As the audience enter the auditorium at the Scottish Storytelling Centre, the four storytellers are already on stage: poet Janette Ayachi, powerhouse crime author Val McDermid, burlesque artist Tom Harlow and producer and host for the evening Turan Ali. Tonight is a celebration of queerness, otherness and full on sluttery.
A note perfect evening filled with warmth and queer joy
Ali steps up first in a fabulous velvet jacket and tartan trousers and announces that we’ll hear eight queer stories – two from each guest – as well as some shorter, micro stories. This introduction puts me at ease and sets the tone for the whole evening. It’s apparent that Ali is so incredibly proud of this night. It’s a genuine pleasure for him to be here with us tonight, sharing these tales.
After the first micro story of the night from Ali, a failed hook-up with a slutty sailor, our first storytelling is introduced – the magnificent Janette Ayachi. Her two stories over the course of the evening track her love life from university to the present day and the discovery of her queerness. The sections from Ayachi are unapologetically vulnerable and fresh. There’s something hypnotic about her vernacular. It’s almost as if the audience needs to take a few moments to properly tune into the way she expresses herself. However, once we’re on that frequency, Ayachi becomes a presence that when speaking, everyone is quiet – not out of politeness but out of fascination.
Next up is Tom Harlow who presents himself as “a culmination of all his father’s failures”. Dressed in wonderful leopard print that would put Kat Slater to shame, his first tale is an intimate story about identity which involves a lot of Disney films (mostly The Little Mermaid), trauma and his parents. It’s a story that really touched me, as another gay man in his early thirties, and I’m sure many of the audience members based on much of the marvellous reactions he received. His second story was a brave tale of combating the anti-trans trolls on Twitter and how that led him to attempt to become the gayest thing at Disneyland Florida. It was both hilarious and touching.
Turan Ali is our next storyteller. Titled Freefalling and Flushed With Success, his stories are incredibly well scripted and thought out. When he’s not producing this evening or shows for the BBC, Ali is a stand-up comic, and you can tell. He understands comic timing and how to tell an effective story. The audience hangs on his every word in his first story, as he describes his Austrian friend, an “assertive insertive” literally hanging on to a hunky hook-up for dear life. His second story, one of ‘discovery’ shall we say, includes a hilarious section about a teenage Ali attempting to explain some adult content to his puritanical Austrian mother. Much like the best stand-up comedians, this material has been tried, tested and perfected for an audience by Ali. It was a joy to watch.

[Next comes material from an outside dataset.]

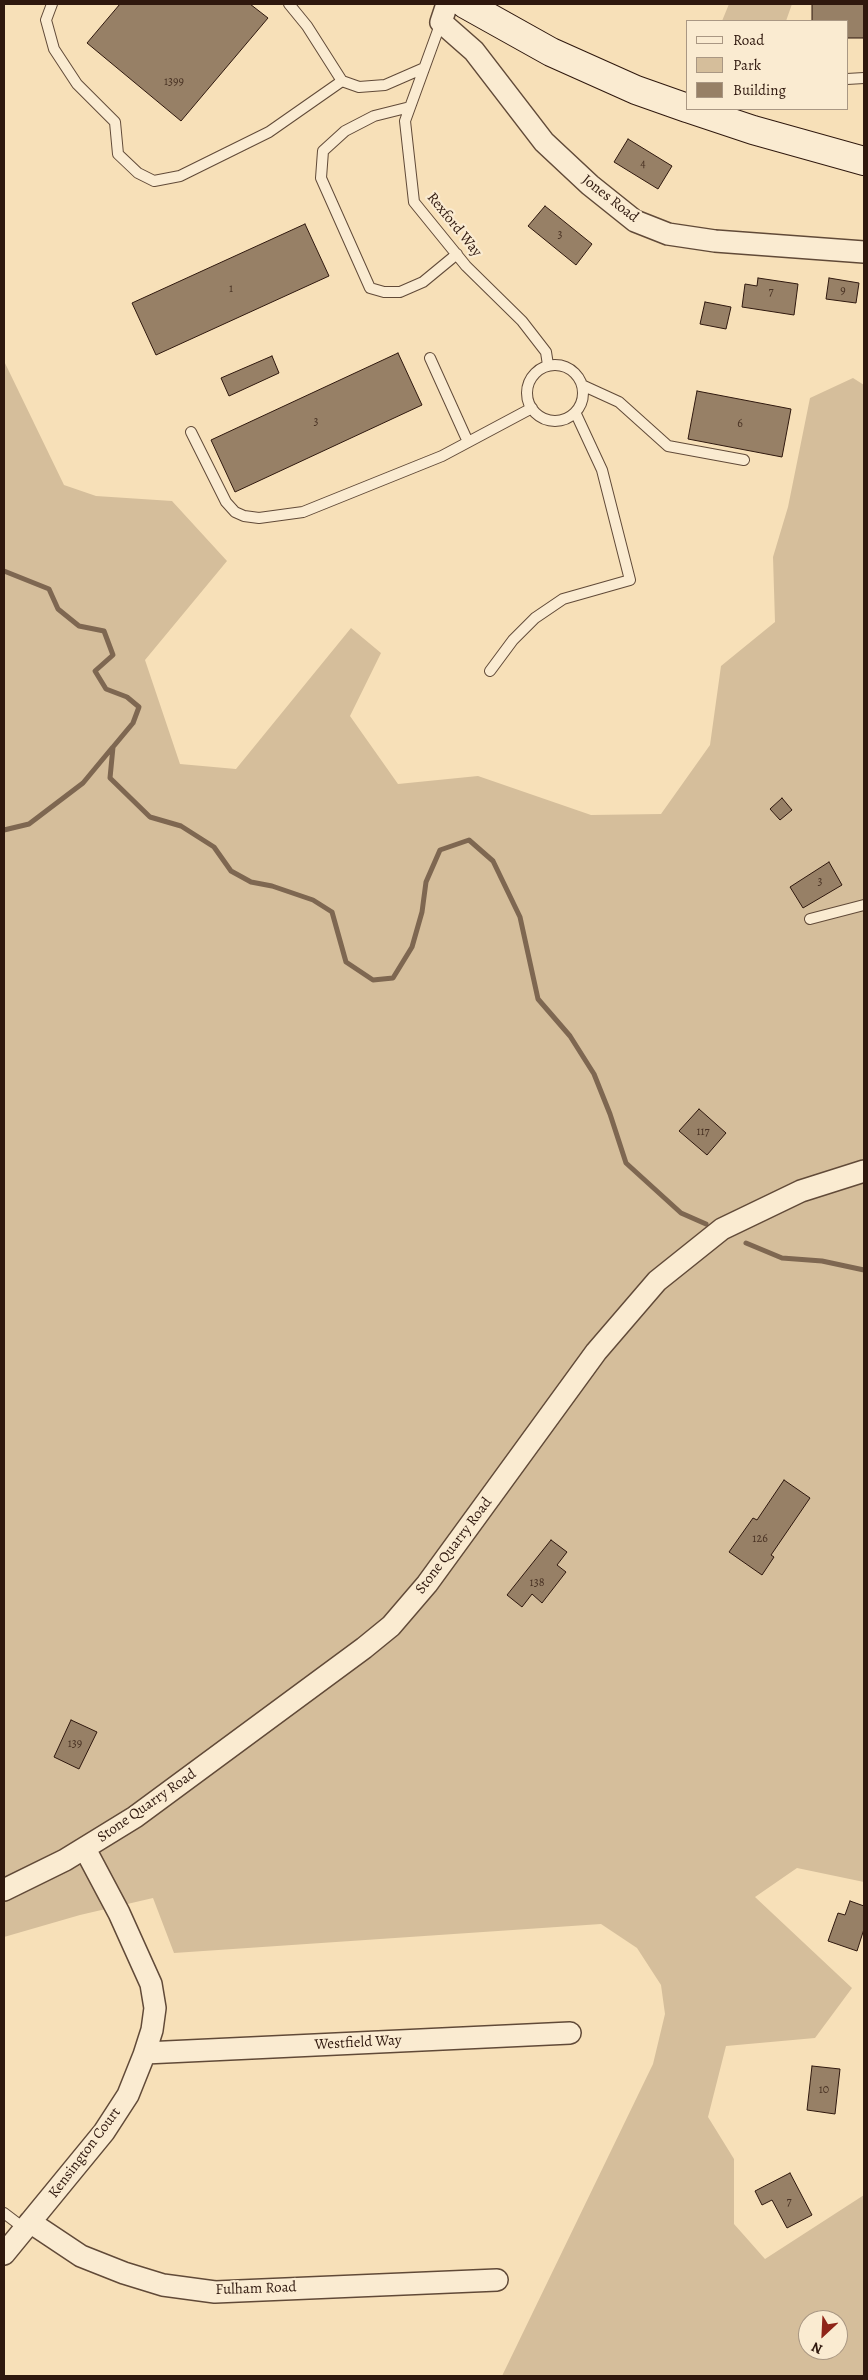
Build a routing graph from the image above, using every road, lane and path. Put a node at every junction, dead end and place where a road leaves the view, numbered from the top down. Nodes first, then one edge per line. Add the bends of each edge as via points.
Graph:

Val McDermid tells our final stories. Her first tale was a love story rooted in 1980s Sheffield but ending up in the far away regions of New Zealand. The second was more personal and turned out to be more of something that we would expect from a McDermid novel: a story of betrayal and revenge as she reminded us that we can be blinded by love. Even though McDermid initially admitted that she was out of her comfort zone with this form of public speaking, it was still a masterclass in storytelling and the audience was wowed.
Queer Folks’ Tales is a note perfect evening filled with warmth and queer joy. There’s also a wonderful realisation that everyone in the space, no matter who they are, is accepted for being themselves. The audience was celebrated for being themselves as we heard some individual micro stories from them after the interval. The night is not about status, it’s about togetherness. This was further solidified after Tom Harlow’s first story when he turned to Val McDermid and said “I can’t believe I’m on the bill with you.” She responded with “No – I can’t believe I’m on the bill with you!” For me, this was the moment when the evening turned from being a show to a shared experience. This is the type of evening that I wish I had growing up as a queer person and I can only imagine it will go from strength to strength.